Fluid CokingTM is a major refining process to upgrade heavy crude oil or bitumen from oil sands. In Fluid CokingTM bitumen is atomized with steam and sprayed inside a high temperature fluidized bed of coke particles where it thermally cracks into smaller molecules. Fluid CokingTM is a carbon rejection process as solid carbon residues are formed during fragmentation into lighter hydrocarbon vapors. New coke deposits over existing coke particles and, consequently, the particle size increases. In addition, particles agglomeration occurs when the injected liquid does not disperse uniformly on individual hot coke particles but reaches, instead, local concentrations sufficiently large to act as a binder for several solid particles. Attrition nozzles are used to control the particle size to maintain the desired flow properties and reactor operability. In fact, fluidization quality degrades while there are too many particles smaller than 50 μm or larger than 600 μm. Some of the large agglomerates may interact with the stripper sheds near at the bottom of Fluid CokersTM, resulting in their fouling and can cause premature reactor shut down.

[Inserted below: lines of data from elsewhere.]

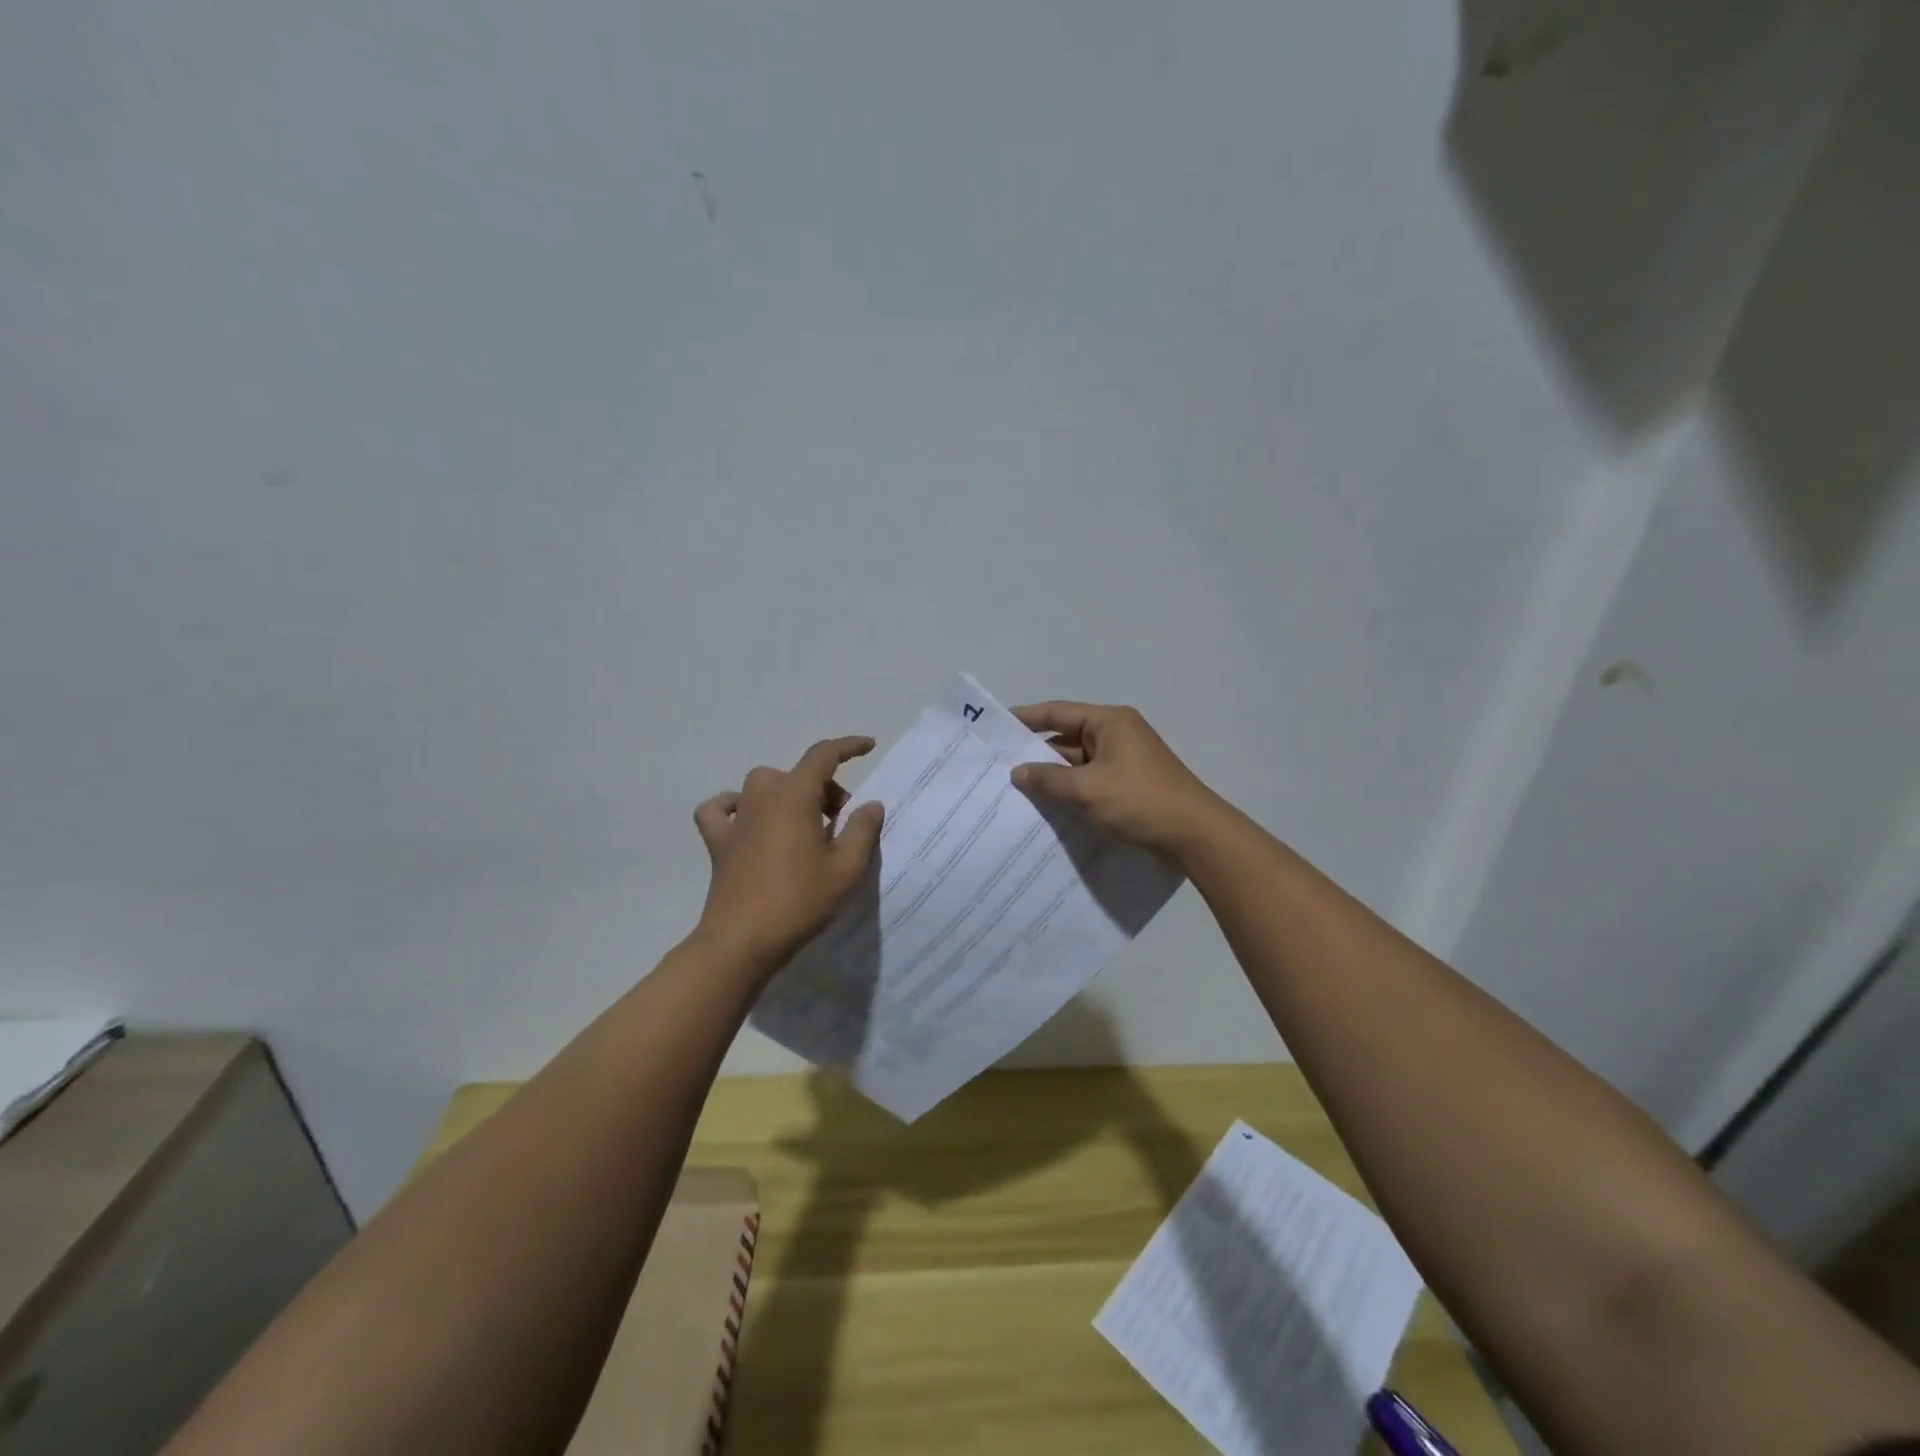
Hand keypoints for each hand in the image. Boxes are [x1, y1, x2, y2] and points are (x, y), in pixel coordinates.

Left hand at [693, 736, 885, 965]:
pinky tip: (747, 821)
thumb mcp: (846, 868)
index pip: (823, 755)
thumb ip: (862, 830)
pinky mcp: (718, 842)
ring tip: (804, 824)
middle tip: (841, 821)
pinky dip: (734, 806)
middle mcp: (762, 796)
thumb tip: (870, 804)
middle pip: (797, 774)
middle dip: (825, 788)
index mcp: (795, 795)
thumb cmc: (800, 900)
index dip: (848, 747)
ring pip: (763, 784)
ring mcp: (736, 818)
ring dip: (787, 794)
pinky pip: (721, 808)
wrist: (743, 940)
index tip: (869, 746)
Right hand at [1011, 702, 1226, 859]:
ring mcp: (1124, 760)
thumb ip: (1048, 779)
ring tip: (1015, 788)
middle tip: (998, 764)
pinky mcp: (1128, 785)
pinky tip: (1047, 805)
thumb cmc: (1140, 801)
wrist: (1195, 835)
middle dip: (1035, 752)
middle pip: (1066, 737)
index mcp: (1109, 722)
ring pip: (1077, 762)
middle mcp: (1117, 734)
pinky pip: (1089, 780)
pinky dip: (1069, 789)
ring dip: (1052, 774)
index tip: (995, 727)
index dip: (1026, 718)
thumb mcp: (1087, 789)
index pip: (1058, 712)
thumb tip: (1018, 772)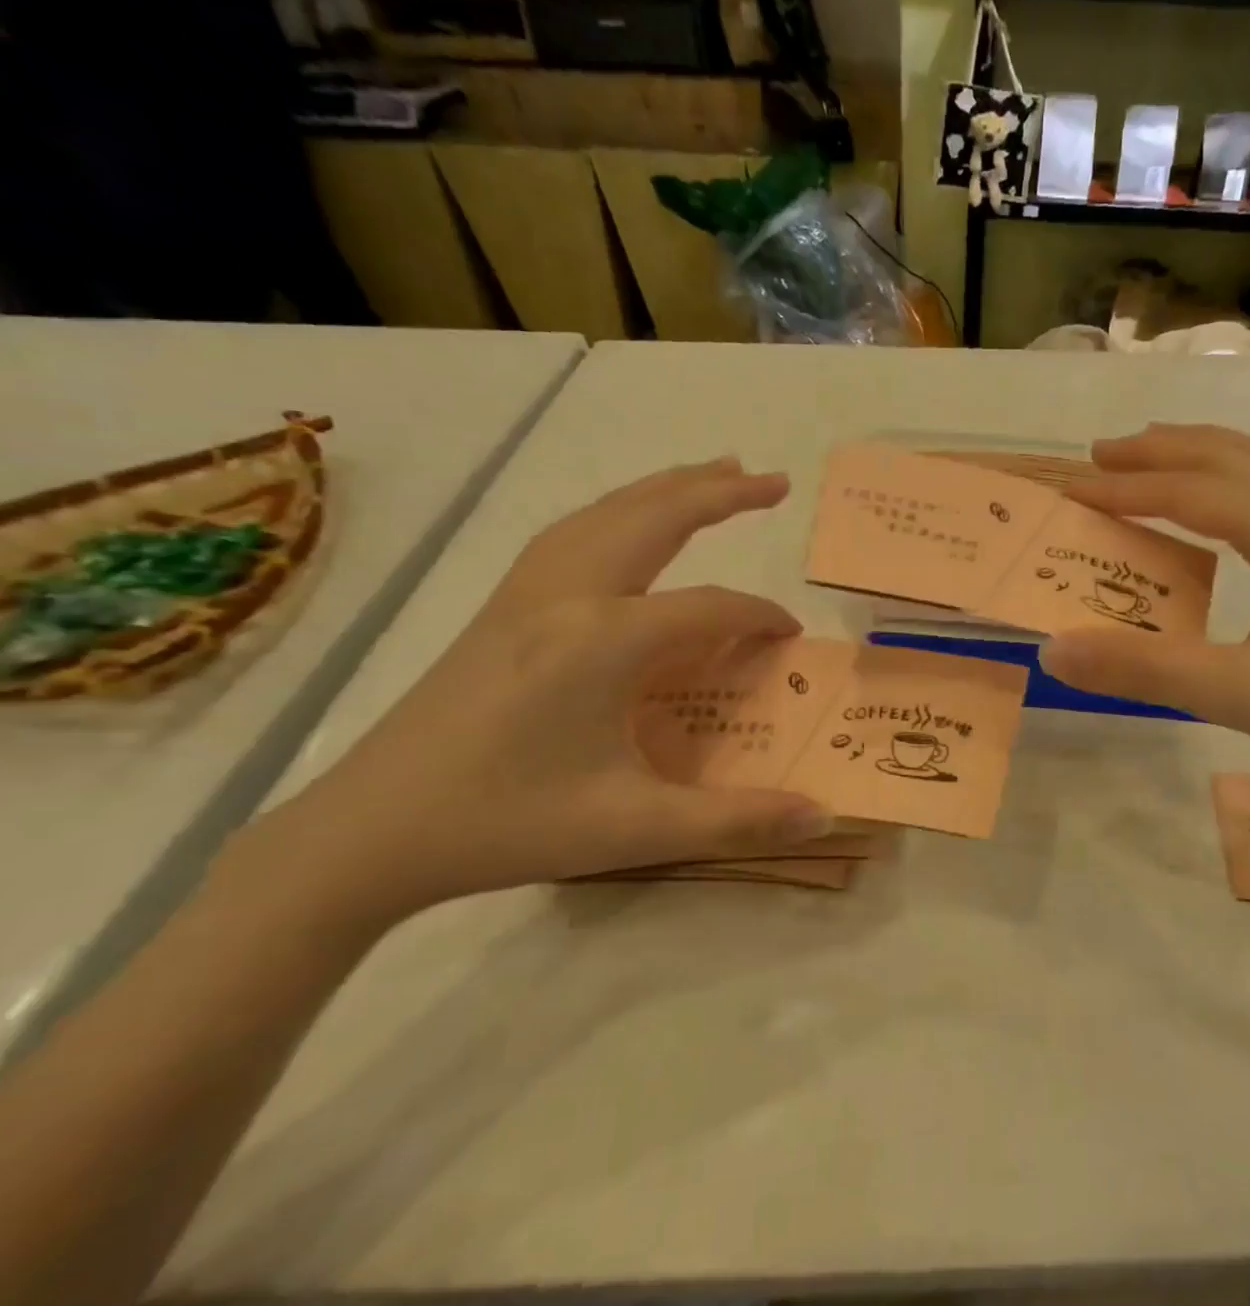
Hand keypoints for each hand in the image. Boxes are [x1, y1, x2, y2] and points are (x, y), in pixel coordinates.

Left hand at [231, 459, 831, 925]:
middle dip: (720, 492)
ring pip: (607, 513)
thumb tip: (825, 820)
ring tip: (714, 473)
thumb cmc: (507, 825)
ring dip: (666, 489)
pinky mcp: (500, 606)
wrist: (369, 831)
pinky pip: (573, 533)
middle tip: (774, 480)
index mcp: (604, 640)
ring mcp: (525, 594)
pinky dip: (618, 510)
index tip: (790, 638)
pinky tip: (627, 524)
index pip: (709, 608)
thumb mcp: (634, 829)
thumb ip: (737, 821)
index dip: (759, 617)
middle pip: (655, 518)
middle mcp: (566, 596)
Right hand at [1040, 425, 1249, 808]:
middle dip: (1162, 450)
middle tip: (1100, 456)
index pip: (1197, 492)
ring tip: (1150, 461)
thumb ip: (1145, 669)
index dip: (1130, 488)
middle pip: (1232, 457)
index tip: (1073, 491)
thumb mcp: (1240, 696)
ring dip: (1200, 455)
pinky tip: (1216, 512)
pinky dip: (1230, 481)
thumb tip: (1054, 650)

The simultaneous particle agglomeration and attrition observed in Fluid CokersTM has been simulated at elevated temperature in laboratory scale fluidized unit to study these processes and to develop and apply new technological solutions to reduce the generation of large agglomerates. An experimental technique has been developed to simultaneously perform the spray injection and attrition processes utilizing different nozzle designs and operating conditions, measuring, the initial and the final bed particle size distribution. Various interactions of spray and attrition jets have been tested and a novel liquid dispersion technique has been proposed and studied to reduce the production of large agglomerates.

The results show that, when an attrition jet hits at the base of a spray jet, the formation of large agglomerates is significantly reduced, but a large amount of unwanted fines is then generated. On the other hand, the application of satellite jets at the periphery of spray jets achieved better control of large agglomerates while minimizing fines generation.